Melted chocolate: Replace 100gr of flour with 200gr of melted chocolate. First, create a mixture with whipped eggs (eggs + sugar), warm chocolate, and flour. When all the ingredients are well blended, add them to the sponge cake dough. In this case, I also recommend you add a small amount of honey to the recipes, which will prevent the chocolate or cocoa from drying out the sponge cake too much.


Once baked, you can freeze the sponge cake. Wrap it into plastic sheets, place it into food-grade plastic bags, or store it at +4°C (39°F) for ten days well covered.


Do I need to add baking powder to the sponge cake?

No. If you whip the eggs correctly, you do not need to add baking powder to the sponge cake. The air incorporated in the eggs will be enough to make the sponge cake rise during baking.

Can I use potato starch in the sponge cake?

Yes, you can replace up to 10% of the weight of flour with potato starch or another starch (rice starch or Maizena) to have a “finer” sponge cake.

The addition of potato starches can also be useful if you have a flour that is too rich in proteins; thus, you will limit gluten formation.

Is it better to bake the sponge cake in static or fan oven?

The best way to bake the sponge cake is to use a static oven and slightly open the oven door during the last 10 minutes of baking to evacuate the steam.

Why did the sponge cake deflate when out of the oven?

Most likely, the sponge cake was not perfectly cooked. I suggest you make a test using a toothpick and verify if it comes out dry and without any crumbs attached!

Can I use semi-wholemeal instead of finely-ground flour?

Yes, you can prepare an excellent sponge cake using semi-wholemeal flour. In this case, you will have to revise the liquid content of the recipe, increasing the weight of the eggs by about 10% (accordingly to how rich in proteins the flour is).

Can I freeze the sponge cake?

Yes, simply wrap it in a food wrap and then in the aluminum foil. Finally, place it in a freezer bag. You can store frozen sponge cake at -18°C (0°F) for up to 60 days.

How do I make chocolate sponge cake?

For a CHOCOLATE sponge cake, you have to replace 100gr of the flour with 200gr of warm melted chocolate. I suggest you mix the chocolate with the flour and then add about 1/3 of the whipped egg mass. When the mixture is well blended (it will slightly follow, but that’s completely normal), add it to the rest of the egg mass.

Pls, note that the Chocolate Sponge Cake tends to dry out faster!

How much cocoa should I add for making the Cocoa Sponge Cake?

To prepare a Cocoa Sponge Cake, you can replace 100gr of the flour with 10gr of cocoa, sifting it together with the (remaining) flour in the recipe.

Why did the sponge cake grow sideways in the oven?

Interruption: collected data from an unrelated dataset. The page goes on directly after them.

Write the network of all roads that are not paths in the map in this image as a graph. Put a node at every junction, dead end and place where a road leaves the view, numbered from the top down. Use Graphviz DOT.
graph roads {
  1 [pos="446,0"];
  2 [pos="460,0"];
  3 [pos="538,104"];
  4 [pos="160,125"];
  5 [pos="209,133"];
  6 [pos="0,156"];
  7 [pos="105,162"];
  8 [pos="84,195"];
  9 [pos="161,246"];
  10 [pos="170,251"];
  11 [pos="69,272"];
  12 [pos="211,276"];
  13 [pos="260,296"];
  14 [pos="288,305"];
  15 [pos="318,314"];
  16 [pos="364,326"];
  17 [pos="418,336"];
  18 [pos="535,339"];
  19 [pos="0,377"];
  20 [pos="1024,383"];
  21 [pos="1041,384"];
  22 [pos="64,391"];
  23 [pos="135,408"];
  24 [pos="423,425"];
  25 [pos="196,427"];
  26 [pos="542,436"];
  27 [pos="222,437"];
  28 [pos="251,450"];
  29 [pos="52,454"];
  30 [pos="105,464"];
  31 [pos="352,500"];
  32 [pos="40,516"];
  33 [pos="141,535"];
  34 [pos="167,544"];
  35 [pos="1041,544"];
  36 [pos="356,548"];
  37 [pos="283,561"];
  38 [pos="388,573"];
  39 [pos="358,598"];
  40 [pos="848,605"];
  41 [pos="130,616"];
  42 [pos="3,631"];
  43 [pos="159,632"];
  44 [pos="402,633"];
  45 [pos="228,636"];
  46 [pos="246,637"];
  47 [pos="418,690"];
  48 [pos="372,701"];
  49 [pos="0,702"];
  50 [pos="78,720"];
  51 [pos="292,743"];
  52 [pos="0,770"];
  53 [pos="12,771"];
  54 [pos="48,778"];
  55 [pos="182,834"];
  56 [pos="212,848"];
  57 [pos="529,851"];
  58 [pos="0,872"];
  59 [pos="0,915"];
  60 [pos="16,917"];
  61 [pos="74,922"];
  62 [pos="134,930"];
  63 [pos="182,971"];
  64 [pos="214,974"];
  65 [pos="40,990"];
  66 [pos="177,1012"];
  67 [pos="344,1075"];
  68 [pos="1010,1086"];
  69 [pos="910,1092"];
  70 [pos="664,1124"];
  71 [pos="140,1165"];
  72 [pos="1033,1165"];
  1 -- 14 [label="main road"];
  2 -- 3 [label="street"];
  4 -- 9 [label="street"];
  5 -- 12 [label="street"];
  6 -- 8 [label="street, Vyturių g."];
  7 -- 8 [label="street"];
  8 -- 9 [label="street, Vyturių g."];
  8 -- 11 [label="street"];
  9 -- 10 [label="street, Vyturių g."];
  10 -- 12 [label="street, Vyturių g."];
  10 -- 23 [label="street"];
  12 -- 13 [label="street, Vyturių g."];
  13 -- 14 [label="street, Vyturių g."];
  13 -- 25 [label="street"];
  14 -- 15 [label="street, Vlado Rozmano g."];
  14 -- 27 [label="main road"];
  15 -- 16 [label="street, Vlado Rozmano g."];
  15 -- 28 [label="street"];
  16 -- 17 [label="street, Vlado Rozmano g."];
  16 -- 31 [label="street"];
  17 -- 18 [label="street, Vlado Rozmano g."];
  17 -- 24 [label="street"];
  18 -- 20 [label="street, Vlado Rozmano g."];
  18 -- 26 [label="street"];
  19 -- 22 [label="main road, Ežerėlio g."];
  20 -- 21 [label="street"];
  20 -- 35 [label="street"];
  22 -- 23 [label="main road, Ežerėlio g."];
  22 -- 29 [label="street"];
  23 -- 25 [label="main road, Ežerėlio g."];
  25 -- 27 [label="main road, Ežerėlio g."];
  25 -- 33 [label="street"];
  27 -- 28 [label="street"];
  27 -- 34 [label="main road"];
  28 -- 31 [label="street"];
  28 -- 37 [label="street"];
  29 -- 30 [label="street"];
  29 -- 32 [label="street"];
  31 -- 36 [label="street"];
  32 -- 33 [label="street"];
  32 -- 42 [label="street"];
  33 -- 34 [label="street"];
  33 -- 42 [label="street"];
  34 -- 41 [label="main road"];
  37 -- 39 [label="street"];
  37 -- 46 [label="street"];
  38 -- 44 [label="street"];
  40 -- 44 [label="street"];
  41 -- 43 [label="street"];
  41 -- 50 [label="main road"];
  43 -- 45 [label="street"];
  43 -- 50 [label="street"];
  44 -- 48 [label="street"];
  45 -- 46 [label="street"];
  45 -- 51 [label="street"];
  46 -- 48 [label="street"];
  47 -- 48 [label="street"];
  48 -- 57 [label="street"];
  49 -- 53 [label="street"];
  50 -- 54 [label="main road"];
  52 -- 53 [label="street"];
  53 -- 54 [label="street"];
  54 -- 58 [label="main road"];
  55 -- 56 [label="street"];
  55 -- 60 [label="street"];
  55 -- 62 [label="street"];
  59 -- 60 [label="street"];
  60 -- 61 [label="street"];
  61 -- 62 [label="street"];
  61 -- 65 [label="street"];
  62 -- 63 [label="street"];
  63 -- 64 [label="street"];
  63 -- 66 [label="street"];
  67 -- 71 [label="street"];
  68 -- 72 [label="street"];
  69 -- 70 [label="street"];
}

The sponge cake has developed too much gluten. You probably overworked it once you added the flour or used a flour too rich in proteins.

Another cause could be the inadequate heat distribution inside the oven.

Does the sponge cake taste egg? What can I do?

If the recipe is well balanced and the sponge cake is correctly baked, it should not have any egg taste. However, if you prefer,  you can add 1 tablespoon of apple cider vinegar to the egg mixture.


7 thoughts on “SPONGE CAKE”

  1. It would be great if you could post photos of what the light, medium, and heavy sponge cakes look like, so we can see the difference in the crumb.

  2. Hi
    in your response to “How much cocoa should I add for making the Cocoa….” you say: “To prepare a Cocoa Sponge Cake, you can replace 100gr of the flour with 10gr of cocoa, sifting it together with the (remaining) flour in the recipe.”
    I think there must be a typo there. Replacing 100gr of flour with only 10gr of cocoa powder would surely compromise the batter. Please confirm.

    1. Hello!!
      Cocoa can absorb 10 times the amount of water as flour. This is why you can replace 100gr of flour with only 10gr of cocoa powder!

  3. Hello Fred,
    I have read your article to the end. It contains very valuable information for me. Therefore, thank you very much for the valuable information you shared. I wish you good work.